Microsoft CEO Satya Nadella recalled Allen’s contributions to the company, community and industry “indispensable.”

“As co-founder of Microsoft, in his own quiet and persistent way, he created magical products, experiences and institutions, and in doing so, he changed the world,” Mr. Nadella wrote on Twitter.

Allen, an avid sports fan, owned the Portland Trail Blazers and Seattle Seahawks.

Over the course of several decades, Allen gave more than $2 billion to a wide range of interests, including ocean health, homelessness and advancing scientific research.

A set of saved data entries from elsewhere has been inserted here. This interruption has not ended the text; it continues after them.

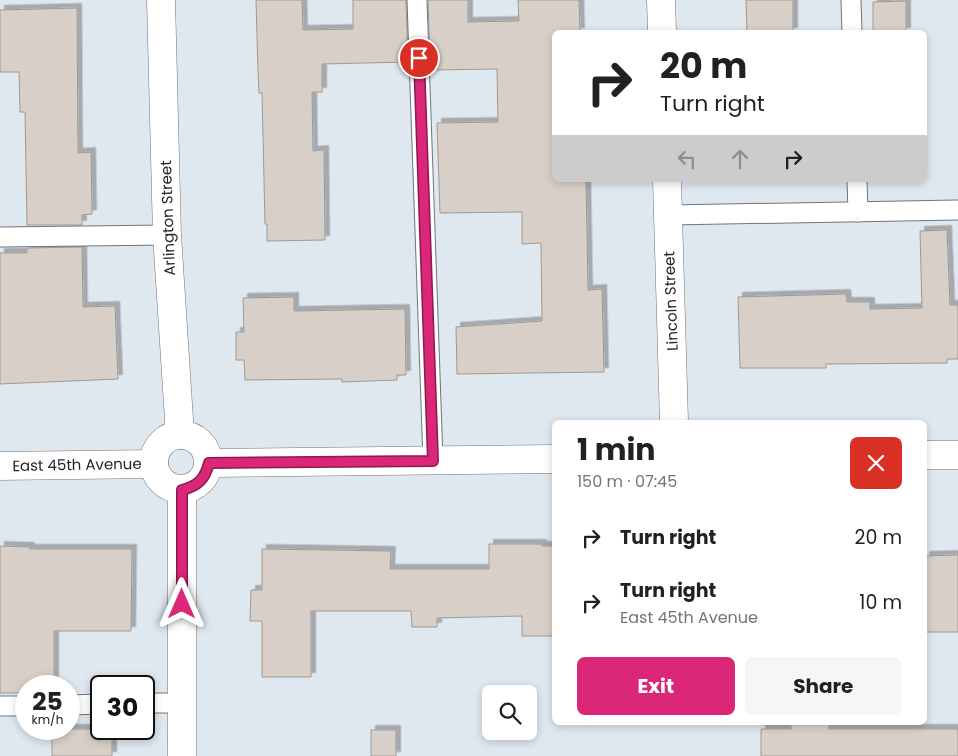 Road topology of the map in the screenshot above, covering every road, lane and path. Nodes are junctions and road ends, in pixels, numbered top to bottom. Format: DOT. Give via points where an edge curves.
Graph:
graph roads {
  1 [pos="161,0"];
  2 [pos="417,0"];
  3 [pos="661,0"];
  4 [pos="851,0"];
  5 [pos="662,30"];
  6 [pos="852,30"];
  7 [pos="667,182"];
  8 [pos="857,182"];
  9 [pos="958,210"];
  10 [pos="858,212"];
  11 [pos="668,216"];
  12 [pos="168,235"];
  13 [pos="0,237"];
  14 [pos="674,420"];
  15 [pos="180,435"];
  16 [pos="927,455"];
  17 [pos="958,455"];
  18 [pos="552,460"];
  19 [pos="433,461"];
  20 [pos="209,463"];
  21 [pos="154,464"];
  22 [pos="0,466"];
  23 [pos="182,490"];
  24 [pos="155,703"];
  25 [pos="182,703"];
  26 [pos="0,706"];
  27 [pos="15,706"];
  28 [pos="182,756"];
  1 -- 12 [label="street, Arlington Street"];
  2 -- 19 [label="lane"];
  3 -- 5 [label="street"];
  4 -- 6 [label="lane"];
  7 -- 11 [label="street, Lincoln Street"];
  8 -- 10 [label="lane"];
  9 -- 10 [label="lane"];
  10 -- 11 [label="lane"];
  11 -- 14 [label="street, Lincoln Street"];
  12 -- 13 [label="lane"];
  12 -- 15 [label="street, Arlington Street"];
  15 -- 20 [label="street" via="189,436 204,446"];
  15 -- 21 [label="street" via="171,437 158,447"];
  16 -- 17 [label="street"];
  18 -- 19 [label="street"];
  19 -- 20 [label="street"];
  20 -- 23 [label="street" via="203,479"];
  21 -- 22 [label="street, East 45th Avenue"];
  21 -- 23 [label="street" via="160,479"];
  23 -- 25 [label="street"];
  24 -- 25 [label="lane"];
  25 -- 28 [label="street"];
  26 -- 27 [label="lane"];
} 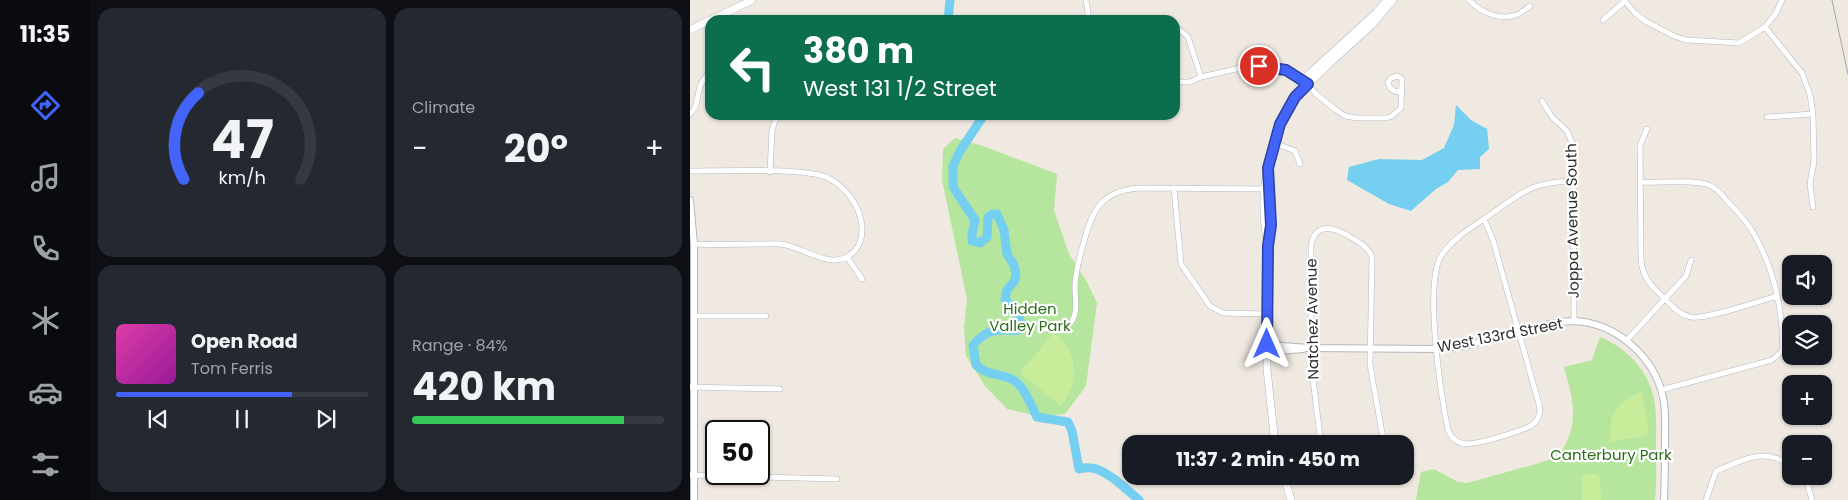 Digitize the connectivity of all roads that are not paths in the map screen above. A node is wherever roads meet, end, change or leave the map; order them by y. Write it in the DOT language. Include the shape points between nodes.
graph roads {
  1 [pos="752,0"];
  2 [pos="1086,0"];
  3 [pos="1386,0"];
  4 [pos="1393,0"];
  5 [pos="1469,0"];
  6 [pos="1624,0"];
  7 [pos="1782,0"];
  8 [pos="1530,6"];
  9 [pos="720,15"];
  10 [pos="1088,15"];
  11 [pos="1603,20"];
  12 [pos="705,22"];
  13 [pos="1765,27"];
  14 [pos="690,30"];
  15 [pos="1180,30"];
  16 [pos="705,77"];
  17 [pos="1201,77"];
  18 [pos="1180,82"];
  19 [pos="1306,82"];
  20 [pos="1400,90"];
  21 [pos="1542,101"];
  22 [pos="690,114"];
  23 [pos="1813,114"];
  24 [pos="1767,117"];
  25 [pos="775,120"];
  26 [pos="1647,129"];
  27 [pos="1275,143"];
  28 [pos="1300,164"];
  29 [pos="690,170"];
  30 [pos="770,172"];
  31 [pos="1573,181"];
  32 [pos="1640,182"];
  33 [pos="1174,188"];
  34 [pos="1268,189"];
  35 [pos="690,200"];
  36 [pos="1813,207"];
  37 [pos="1484,219"];
  38 [pos="694,244"];
  39 [pos="847,257"];
  40 [pos="1691,260"];
  41 [pos="862,279"];
  42 [pos="1777,296"];
  43 [pos="1665,299"];
  44 [pos="1267,314"];
  45 [pos="694,316"];
  46 [pos="766,316"];
  47 [pos="1574,321"];
  48 [pos="1043,329"];
  49 [pos="1520,332"];
  50 [pos="1627,340"];
  51 [pos="1267,348"];
  52 [pos="1310,348"];
  53 [pos="1370,348"];
  54 [pos="1436,349"];
  55 [pos="692,387"];
  56 [pos="780,389"];
  57 [pos="1661,390"];
  58 [pos="1274,435"];
  59 [pos="1320,435"];
  60 [pos="1382,435"];
  61 [pos="1782,461"];
  62 [pos="692,475"];
  63 [pos="837,479"];
  64 [pos="1287,485"];
  65 [pos="1807,485"];
  66 [pos="694,500"];
  67 [pos="1291,500"];
  68 [pos="1664,500"];
  69 [pos="1706,500"];
  70 [pos="1812,500"];
  1 -- 9 [label="main road"];
  2 -- 10 [label="street"];
  3 -- 19 [label="main road"];
  4 -- 19 [label="main road" via="1372,25"];
  5 -- 8 [label="street" via="1483,12 1510,17 1519,15"];
  6 -- 11 [label="street"];
  6 -- 13 [label="street" via="1650,24 1686,40 1738,43"];
  7 -- 13 [label="street"];
  12 -- 14 [label="main road"];
  13 -- 23 [label="street" via="1802,73"];
  15 -- 17 [label="street" via="1188,37"];
  16 -- 22 [label="street" via="699,87 694,111"];
  17 -- 18 [label="street"];
  17 -- 19 [label="street" via="1259,66 1286,70"];
  19 -- 20 [label="street" via="1336,110 1357,118 1392,116 1401,108"];
  19 -- 27 [label="main road" via="1280,124"];
  21 -- 31 [label="street, Joppa Avenue South" via="1571,138"];
  23 -- 24 [label="street"];
  23 -- 36 [label="street" via="1814,161 1810,184"];
  25 -- 30 [label="street"];
  26 -- 32 [label="street" via="1640,145"];
  27 -- 28 [label="street" via="1295,151"];
  27 -- 34 [label="main road" via="1268,168"];
  29 -- 30 [label="street"];
  30 -- 39 [label="street" via="807,173 829,178 846,191 858,209 863,236"];
  31 -- 37 [label="street" via="1548,182 1529,188"];
  31 -- 47 [label="street, Joppa Avenue South"];
  32 -- 42 [label="street" via="1710,185 1744,219 1755,236"];
  32 -- 43 [label="street" via="1642,269 1651,286"];
  33 -- 34 [label="street"];
  33 -- 44 [label="street" via="1181,264 1210,306 1224,313"];
  33 -- 48 [label="street" via="1126,189 1098,205 1088,224 1079,261 1073,320 1063,328"];
  34 -- 44 [label="main road" via="1271,225"];
  35 -- 38 [label="street"];
  37 -- 49 [label="street"];
  37 -- 54 [label="street" via="1453,242 1438,263 1434,278"];
  38 -- 39 [label="street" via="784,244 827,260"];
  38 -- 45 [label="street"];
  39 -- 41 [label="street"];
  40 -- 43 [label="street" via="1686,276"];
  42 -- 43 [label="street" via="1696,317 1678,311"];
  42 -- 57 [label="street" via="1783,329 1782,351 1772,360"];
  43 -- 50 [label="street"];
  44 -- 51 [label="main road"];
  45 -- 46 [label="street"];
  45 -- 55 [label="street"];
  47 -- 49 [label="street, West 133rd Street"];
  47 -- 50 [label="street, West 133rd Street" via="1604,328"];
  49 -- 54 [label="street, West 133rd Street" via="1464,346"];
  49 -- 54 [label="street" via="1540,408 1539,418 1535,424 1520,430 1472,444 1458,442 1448,430"];
  50 -- 57 [label="street, West 133rd Street" via="1650,365"];
  51 -- 52 [label="street, West 133rd Street" via="1287,352"];
  51 -- 58 [label="main road"];
  52 -- 53 [label="street, West 133rd Street"];
  52 -- 53 [label="street, Natchez Avenue" via="1312,240 1327,228 1351,237 1367,248 1372,257"];
  52 -- 59 [label="street, Natchez Avenue"];
  53 -- 54 [label="street, West 133rd Street"];
  53 -- 60 [label="street"];
  55 -- 56 [label="street"];
  55 -- 62 [label="street"];
  57 -- 68 [label="street, West 133rd Street"];
  61 -- 69 [label="street" via="1768,456 1752,457 1716,471"];
  62 -- 63 [label="street"];
  62 -- 66 [label="street"];
  64 -- 67 [label="main road"];
  65 -- 70 [label="street"];
} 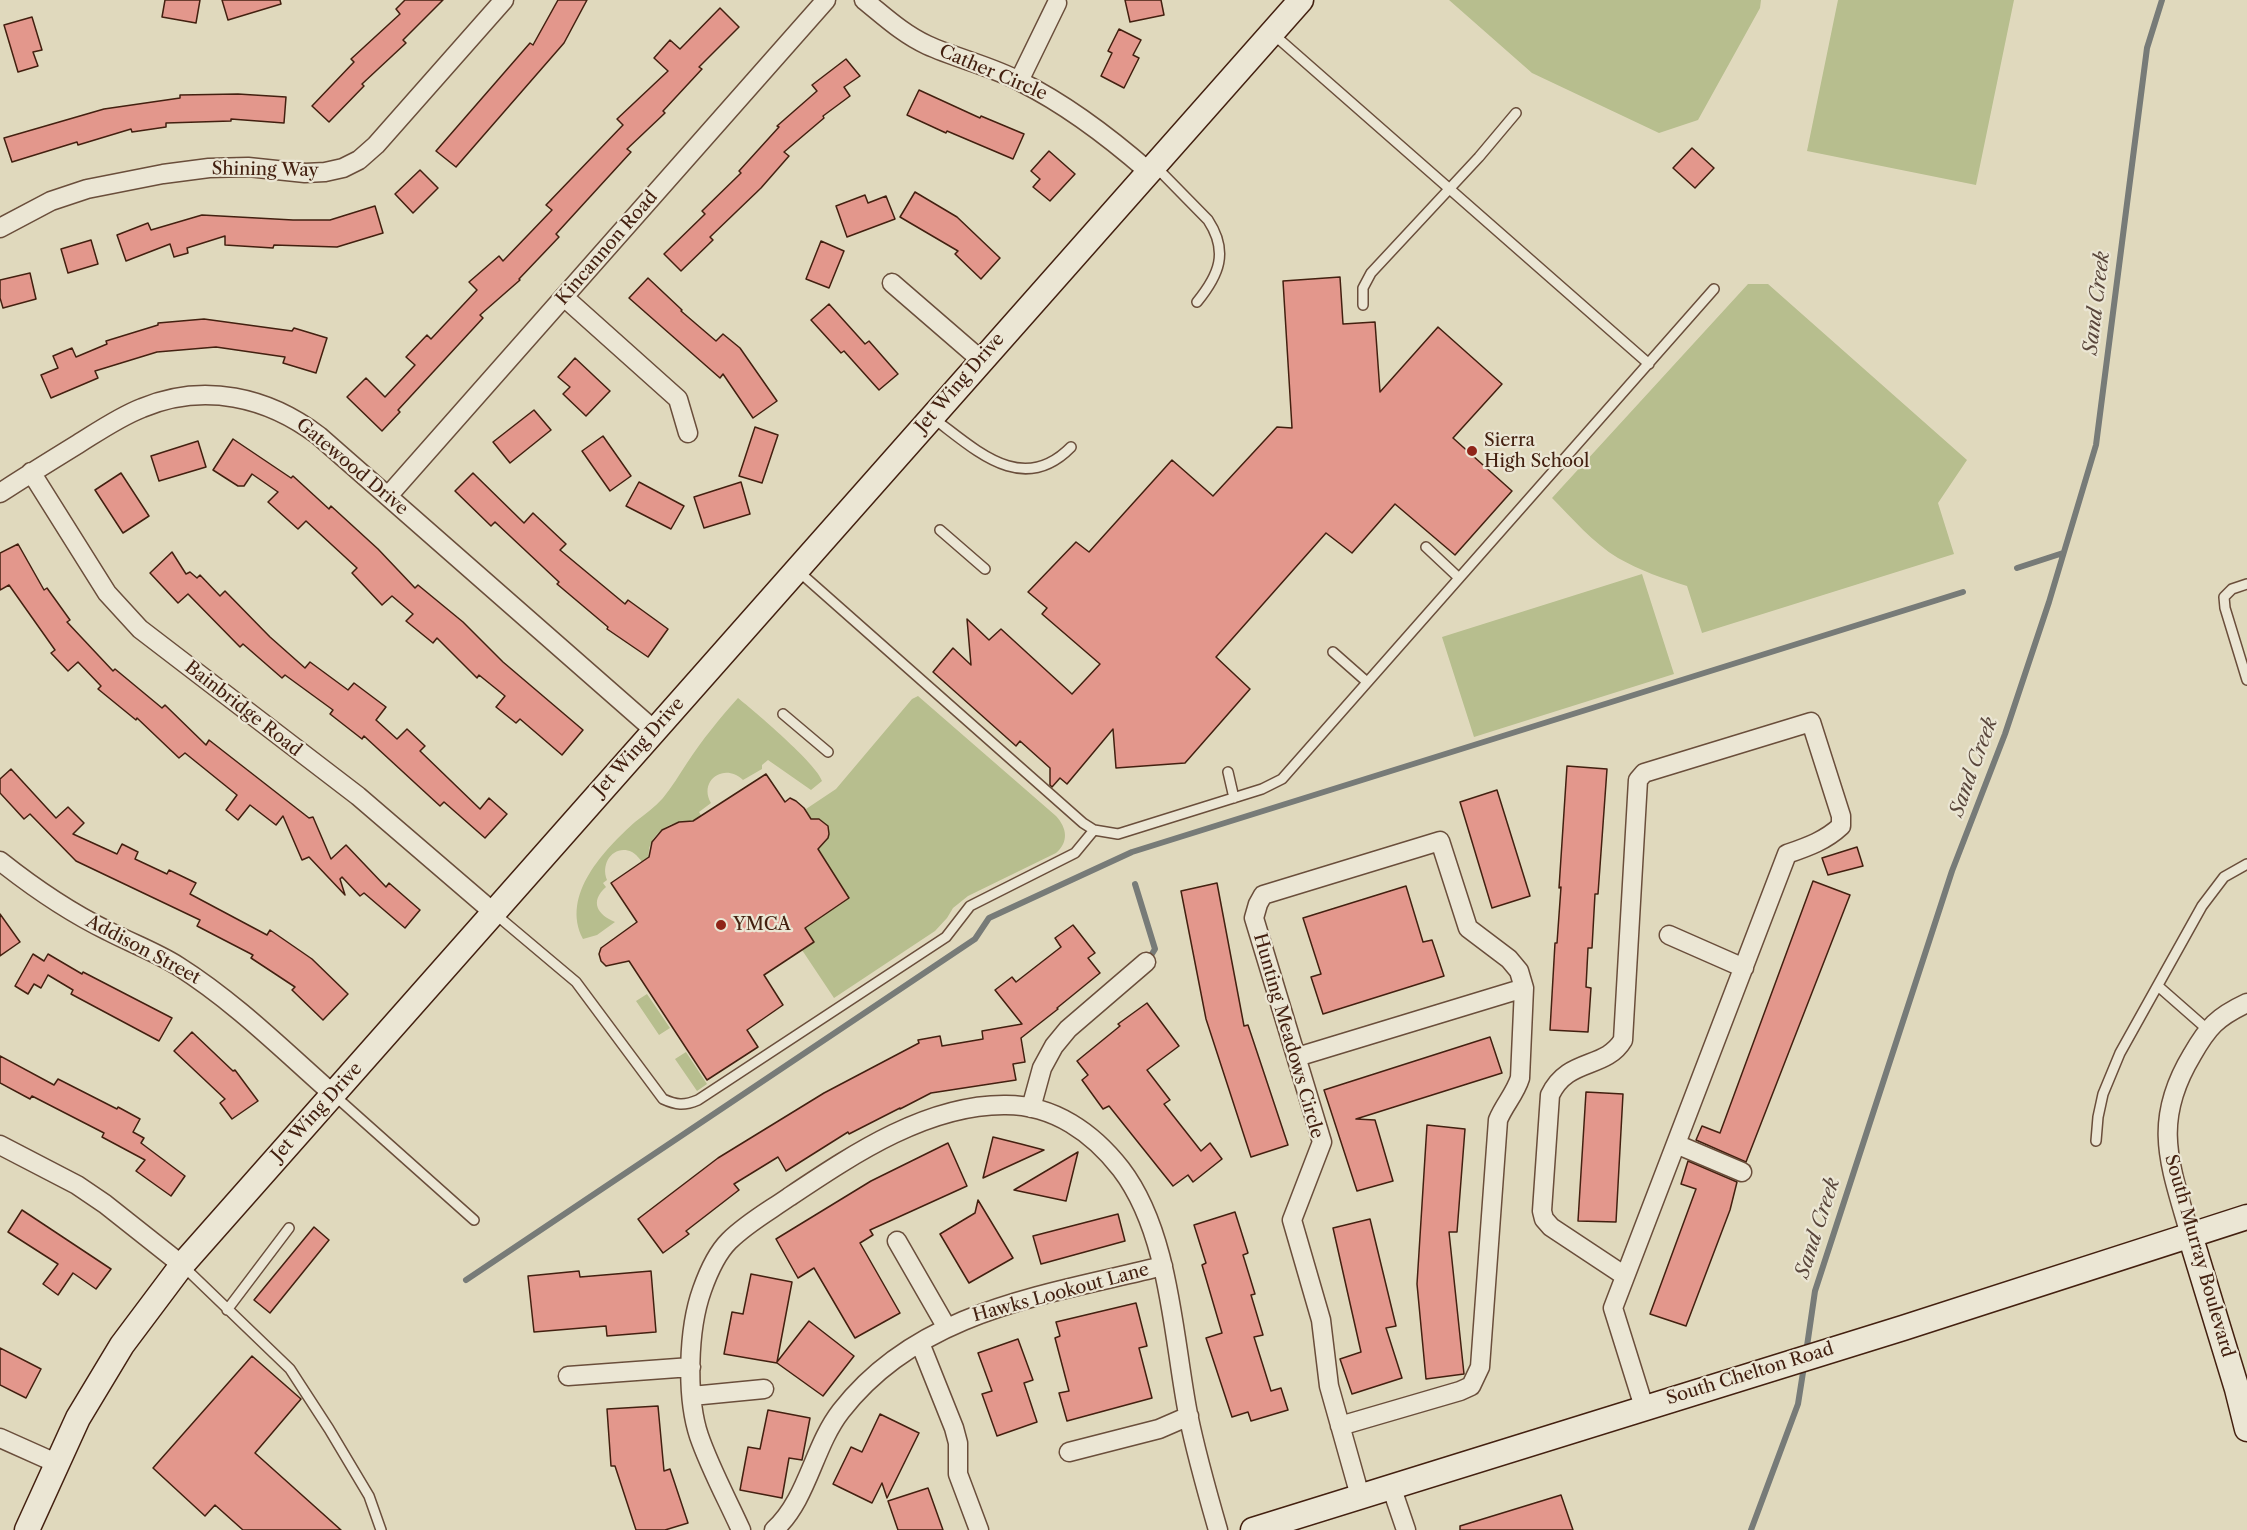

Allen was on the list of America’s wealthiest people who pledged to give away the bulk of their fortunes to charity.

The story of Microsoft

In this March 11, 2003 file photo, Microsoft Chairman Bill Gates chats with his former business partner Paul Allen during a game between the Trail Blazers and Seattle SuperSonics in Seattle.

In this March 11, 2003 file photo, Microsoft Chairman Bill Gates chats with his former business partner Paul Allen during a game between the Trail Blazers and Seattle SuperSonics in Seattle.

 

Allen and Mr. Gates met while attending a private school in north Seattle. The two friends would later drop out of college to pursue the future they envisioned — a world with a computer in every home.

They founded the Microsoft in Albuquerque, New Mexico, and their first product was a computer language for the Altair hobby-kit personal computer, giving hobbyists a basic way to program and operate the machine.

After finding some success selling their programming language, MS-Basic, the Seattle natives moved their business in 1979 to Bellevue, Washington, not far from its eventual home in Redmond.

Microsoft’s big break came in 1980, when IBM Corp. decided to move into personal computers and asked Microsoft to provide the operating system.

Mr. Gates and Allen didn’t invent the operating system. To meet IBM’s needs, they spent $50,000 to buy one known as QDOS from another programmer, Tim Paterson. Eventually the product refined by Microsoft and renamed DOS, for Disk Operating System became the core of IBM PCs and their clones, catapulting Microsoft into its dominant position in the PC industry.

The first versions of two classic Microsoft products, Microsoft Word and the Windows operating system, were released in 1983. By 1991, Microsoft’s operating systems were used by 93 per cent of the world’s personal computers.

The Windows operating system is now used on most of the world’s desktop computers, and Word is the cornerstone of the company’s prevalent Office products.

They became billionaires when Microsoft was thrust onto the throne of technology.

Allen served as Microsoft’s executive vice president of research and new product development until 1983, when he resigned after being diagnosed with Hodgkin’s lymphoma.

From technology to philanthropy

With his sister Jody Allen in 1986, he founded Vulcan, the investment firm that oversees his business and philanthropic efforts. He founded the Allen Institute for Brain Science and the aerospace firm Stratolaunch, which has built a colossal airplane designed to launch satellites into orbit. He has also backed research into nuclear-fusion power.

When he released his 2011 memoir, “Idea Man,” he allowed 60 Minutes inside his home on Lake Washington, across the water from Seattle, revealing collections that included the guitar Jimi Hendrix played at Woodstock to vintage war planes and a 300-foot yacht with its own submarine.

“To be 30 years old and have that kind of shock to face your mortality really makes you feel like you should do some of the things that you haven’t done yet,” Allen said in a 2000 book, “Inside Out- Microsoft in Our Own Words.”

Two weeks ago, Allen announced that the non-Hodgkin’s lymphoma that he was treated for in 2009 had returned and he planned to fight it aggressively.

“My brother was a remarkable individual on every level,” his sister Jody Allen said in a statement. “Paul’s family and friends were blessed to experience his wit, warmth, his generosity and deep concern,” she added.

Allen never married or had children.